Required work
Pictures stay out; everything else in the entries below is to be duplicated exactly.

Start of Data for analysis

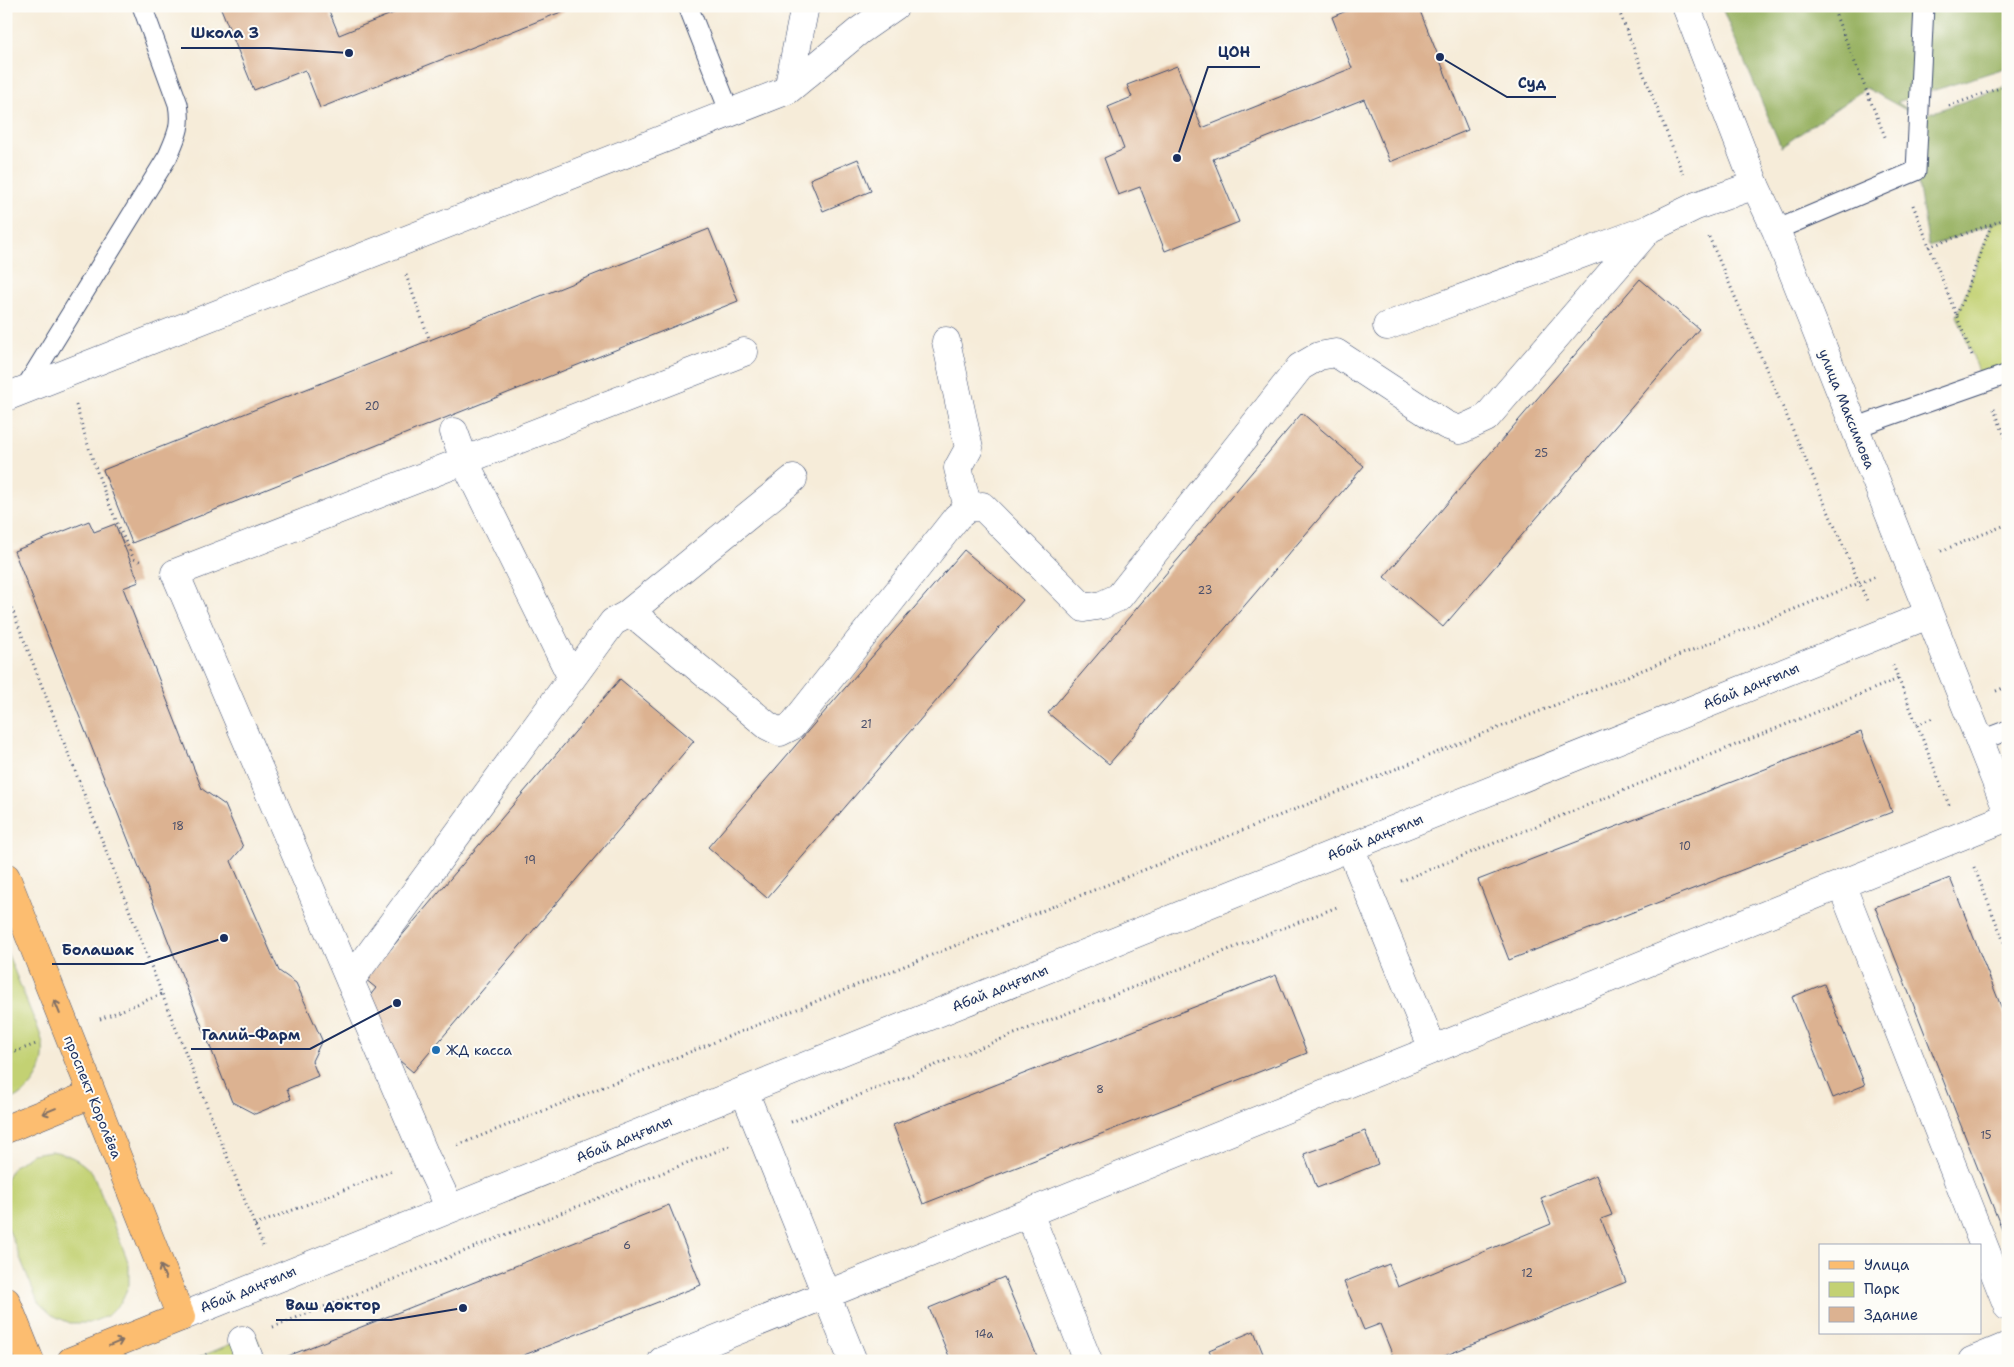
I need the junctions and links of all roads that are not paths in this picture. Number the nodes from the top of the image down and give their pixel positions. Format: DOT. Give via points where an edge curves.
graph roads {
  1 [pos="142,6"];
  2 [pos="688,6"];
  3 [pos="804,6"];
  4 [pos="895,6"];
  5 [pos="1686,6"];
  6 [pos="1924,6"];
  7 [pos="788,90"];
  8 [pos="730,113"];
  9 [pos="1755,185"];
  10 [pos="1649,229"];
  11 [pos="1776,230"];
  12 [pos="1387,326"];
  13 [pos="946,341"];
  14 [pos="744,352"];
  15 [pos="2008,374"];
  16 [pos="15,394"];
  17 [pos="1854,428"];
  18 [pos="454,432"];
  19 [pos="464,462"];
  20 [pos="793,479"];
  21 [pos="968,508"];
  22 [pos="626,615"];
  23 [pos="1928,615"];
  24 [pos="572,678"];
  25 [pos="2008,730"];
  26 [pos="1979,741"];
  27 [pos="2008,812"];
  28 [pos="2008,817"];
  29 [pos="1350,847"];
  30 [pos="6,877"];
  31 [pos="1841,884"];
  32 [pos="350,981"];
  33 [pos="1434,1049"];
  34 [pos="744,1091"];
  35 [pos="92,1094"];
  36 [pos="6,1128"];
  37 [pos="450,1208"];
  38 [pos="1028,1213"];
  39 [pos="826,1294"];
  40 [pos="6,1301"];
  41 [pos="2008,1307"];
  42 [pos="181,1317"];
  43 [pos="2008,1346"];
  44 [pos="30,1361"];
  45 [pos="71,1361"];
  46 [pos="662,1361"];
  47 [pos="853,1361"];
  48 [pos="1088,1361"];
  49 [pos="1972,1361"];
  1 -- 16 [label="lane" via="178,104 181,120 176,137 168,156"];
  2 -- 8 [label="lane"];
  3 -- 7 [label="street"];
  4 -- 7 [label="street" via="859,31"];
  5 -- 9 [label="street, улица Максимова"];
  6 -- 11 [label="lane" via="1916,171"];
  7 -- 8 [label="street"];
  8 -- 16 [label="street"];
  9 -- 10 [label="street" via="1696,206"];
  9 -- 11 [label="street, улица Максимова"];
  10 -- 12 [label="street"];
  10 -- 21 [label="street" via="1486,418 1460,430 1336,353 1319,356 1300,367 1119,597 1102,604 1084,608 982,506"];
  11 -- 17 [label="street, улица Максимова"];
  13 -- 21 [label="street" via="969,448 958,468"];
  14 -- 19 [label="street"];
  15 -- 17 [label="lane"];
  17 -- 23 [label="street, улица Максимова"];
  18 -- 19 [label="street"];
  19 -- 24 [label="street"];
  19 -- 32 [label="street" via="175,573"];
  20 -- 22 [label="street"];
  21 -- 22 [label="street" via="957,517 792,726 780,732 768,726 637,617"];
  22 -- 24 [label="street" via="613,622"];
  23 -- 26 [label="street, улица Максимова"];
  23 -- 29 [label="street, Абай даңғылы"];
  24 -- 32 [label="street"];
  25 -- 26 [label="lane"];
  26 -- 27 [label="street, улица Максимова"];
  28 -- 31 [label="street"];
  29 -- 33 [label="street"];
  29 -- 34 [label="street, Абай даңғылы"];
  35 -- 30 [label="main road, проспект Королёва, one-way"];
  31 -- 33 [label="street"];
  31 -- 41 [label="street"];
  32 -- 37 [label="street"];
  33 -- 38 [label="street"];
  34 -- 37 [label="street, Абай даңғылы"];
  34 -- 39 [label="street"];
  35 -- 36 [label="main road, one-way"];
  42 -- 35 [label="main road, проспект Королёва, one-way"];
  37 -- 42 [label="street, Абай даңғылы"];
  38 -- 39 [label="street"];
  38 -- 48 [label="street"];
  39 -- 46 [label="street"];
  39 -- 47 [label="street"];
  40 -- 44 [label="main road"];
  45 -- 42 [label="main road, Абай даңғылы, one-way"];
  43 -- 49 [label="street"];
}
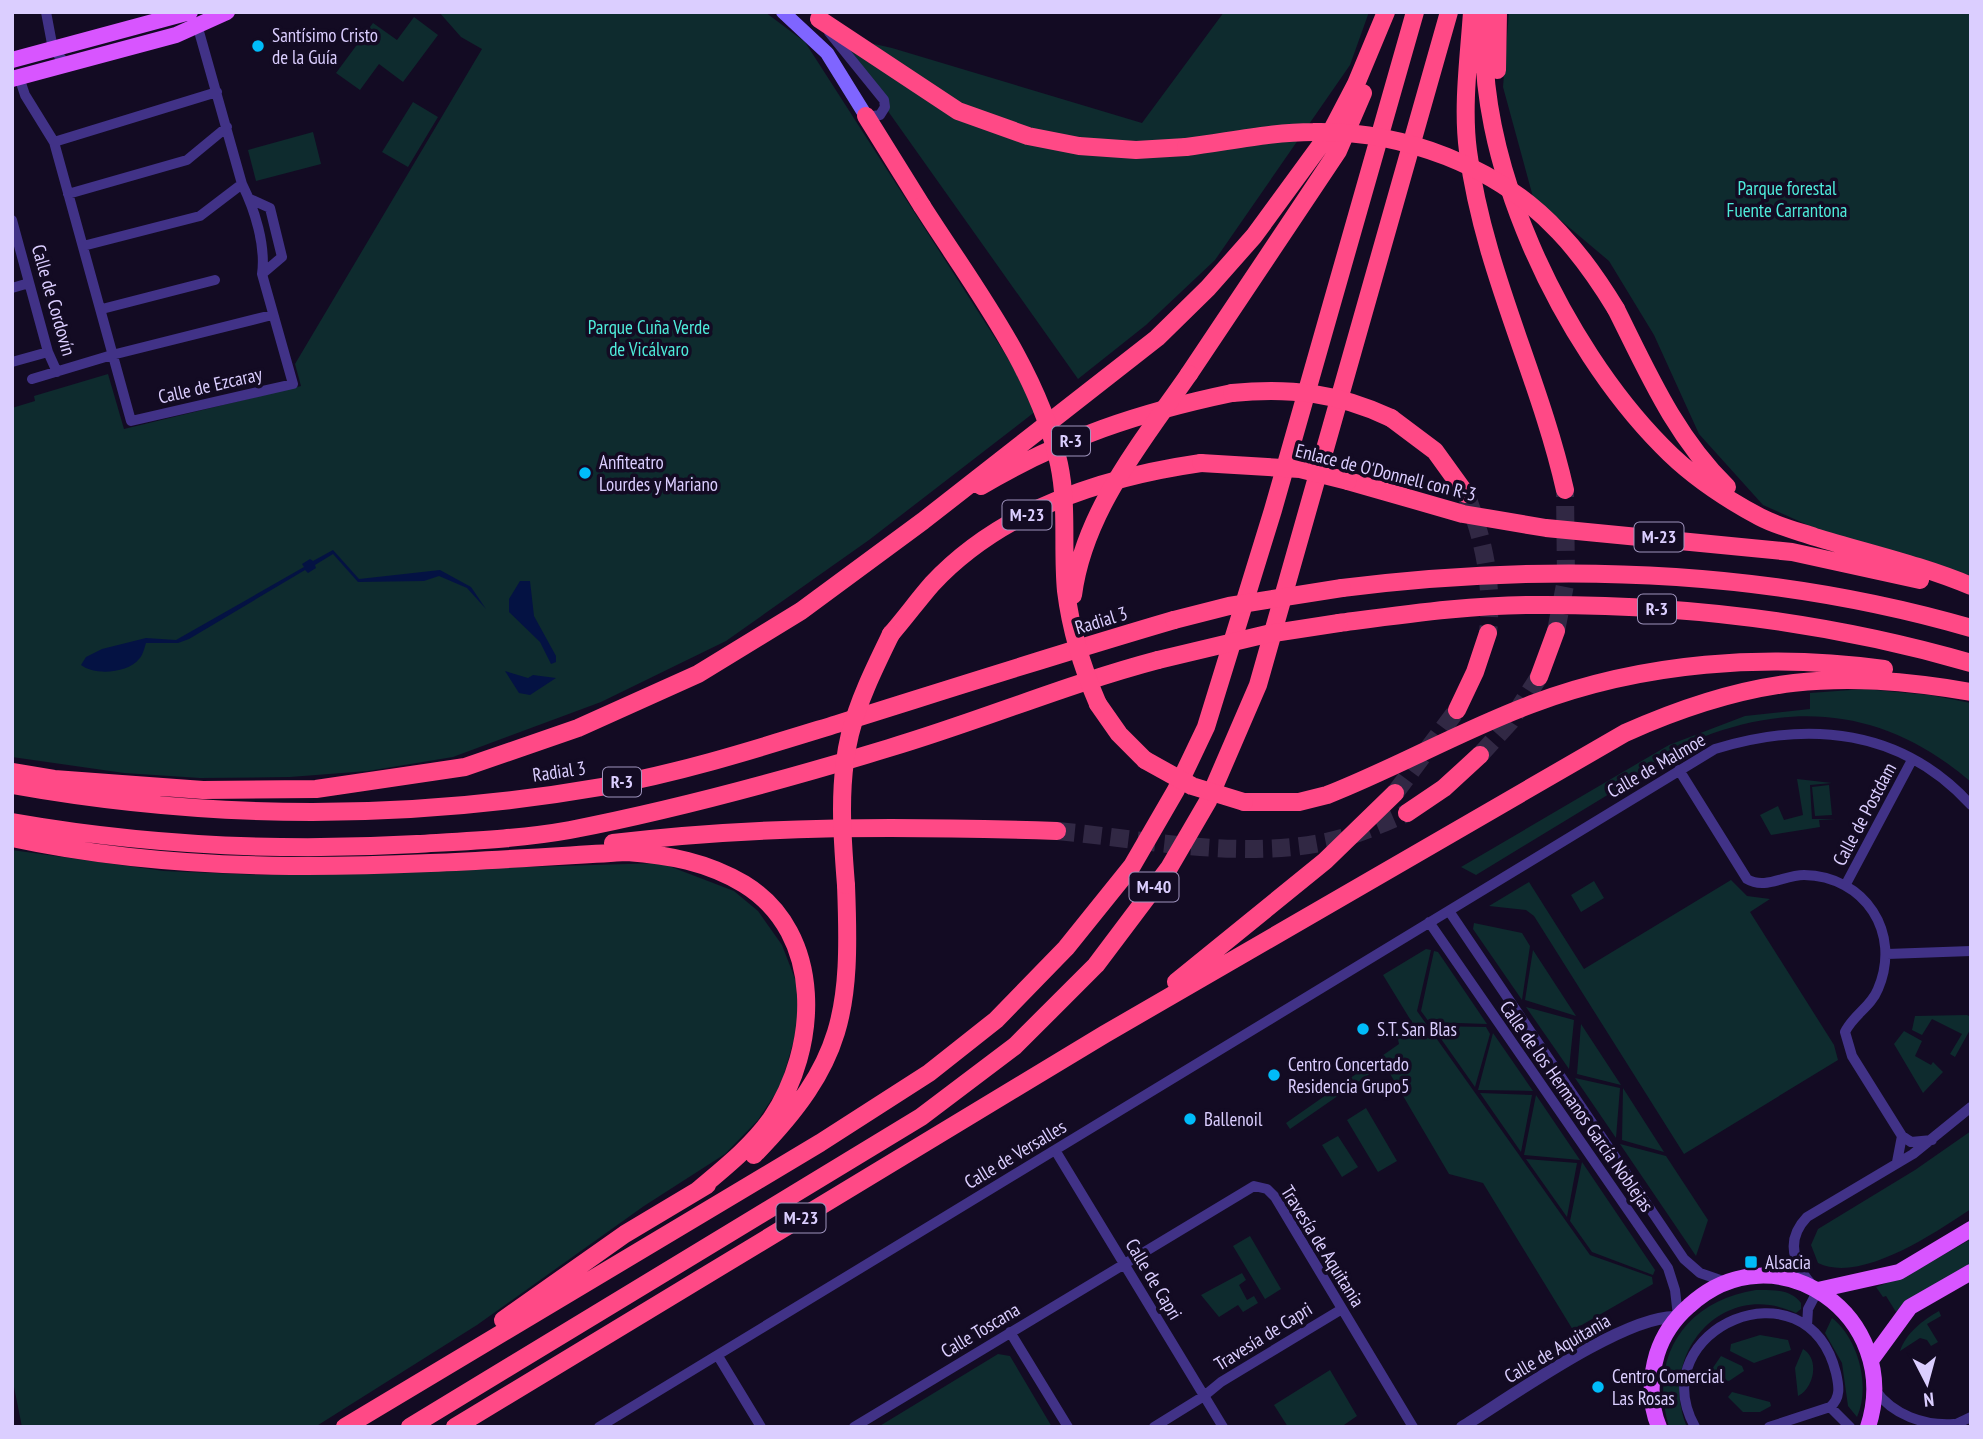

End of Data for analysis

Written answer
I need the junctions and links of all roads that are not paths in this picture. Number the nodes from the top of the image down and give their pixel positions. Format: DOT. Give via points where an edge curves.
graph roads {
  1 [pos="142,6"];
  2 [pos="688,6"];
  3 [pos="804,6"];
  4 [pos="895,6"];
  5 [pos="1686,6"];
  6 [pos="1924,6"];
  7 [pos="788,90"];
  8 [pos="730,113"];
  9 [pos="1755,185"];
  10 [pos="1649,229"];
  11 [pos="1776,230"];
  12 [pos="1387,326"];
  13 [pos="946,341"];
  14 [pos="744,352"];
  15 [pos="2008,374"];
  16 [pos="15,394"];
  17 [pos="1854,428"];
  18 [pos="454,432"];
  19 [pos="464,462"];
  20 [pos="793,479"];
  21 [pos="968,508"];
  22 [pos="626,615"];
  23 [pos="1928,615"];
  24 [pos="572,678"];
  25 [pos="2008,730"];
  26 [pos="1979,741"];
  27 [pos="2008,812"];
  28 [pos="2008,817"];
  29 [pos="1350,847"];
  30 [pos="6,877"];
  31 [pos="1841,884"];
  32 [pos="350,981"];
  33 [pos="1434,1049"];
  34 [pos="744,1091"];
  35 [pos="92,1094"];
  36 [pos="6,1128"];
  37 [pos="450,1208"];
  38 [pos="1028,1213"];
  39 [pos="826,1294"];
  40 [pos="6,1301"];
  41 [pos="2008,1307"];
  42 [pos="181,1317"];
  43 [pos="2008,1346"];
  44 [pos="30,1361"];
  45 [pos="71,1361"];
  46 [pos="662,1361"];
  47 [pos="853,1361"];
  48 [pos="1088,1361"];
  49 [pos="1972,1361"];
  1 -- 16 [label="lane" via="178,104 181,120 176,137 168,156"];
  2 -- 8 [label="lane"];
  3 -- 7 [label="street"];
  4 -- 7 [label="street" via="859,31"];
  5 -- 9 [label="street, улица Максимова"];
  6 -- 11 [label="lane" via="1916,171"];
  7 -- 8 [label="street"];
  8 -- 16 [label="street"];
  9 -- 10 [label="street" via="1696,206"];
  9 -- 11 [label="street, улица Максимова"];
  10 -- 12 [label="street"];
  10 -- 21 [label="street" via="1486,418 1460,430 1336,353 1319,356 1300,367 1119,597 1102,604 1084,608 982,506"];
  11 -- 17 [label="street, улица Максимова"];
  13 -- 21 [label="street" via="969,448 958,468"];
  14 -- 19 [label="street"];
  15 -- 17 [label="lane"];
  17 -- 23 [label="street, улица Максимова"];
  18 -- 19 [label="street"];
  19 -- 24 [label="street"];
  19 -- 32 [label="street" via="175,573"];
  20 -- 22 [label="street"];
  21 -- 22 [label="street" via="957,517 792,726 780,732 768,726 637,617"];
  22 -- 24 [label="street" via="613,622"];
  23 -- 26 [label="street, улица Максимова"];
  23 -- 29 [label="street, Абай даңғылы"];
  24 -- 32 [label="street"];
  25 -- 26 [label="lane"];
  26 -- 27 [label="street, улица Максимова"];
  28 -- 31 [label="street"];
  29 -- 33 [label="street"];
  29 -- 34 [label="street, Абай даңғылы"];
  35 -- 30 [label="main road, проспект Королёва, one-way"];
  31 -- 33 [label="street"];
  31 -- 41 [label="street"];
  32 -- 37 [label="street"];
  33 -- 38 [label="street"];
  34 -- 37 [label="street, Абай даңғылы"];
  34 -- 39 [label="street"];
  35 -- 36 [label="main road, one-way"];
  42 -- 35 [label="main road, проспект Королёва, one-way"];
  37 -- 42 [label="street, Абай даңғылы"];
  38 -- 39 [label="street"];
  38 -- 48 [label="street"];
  39 -- 46 [label="street"];
  39 -- 47 [label="street"];
  40 -- 44 [label="main road"];
  45 -- 42 [label="main road, Абай даңғылы, one-way"];
  43 -- 49 [label="street"];
}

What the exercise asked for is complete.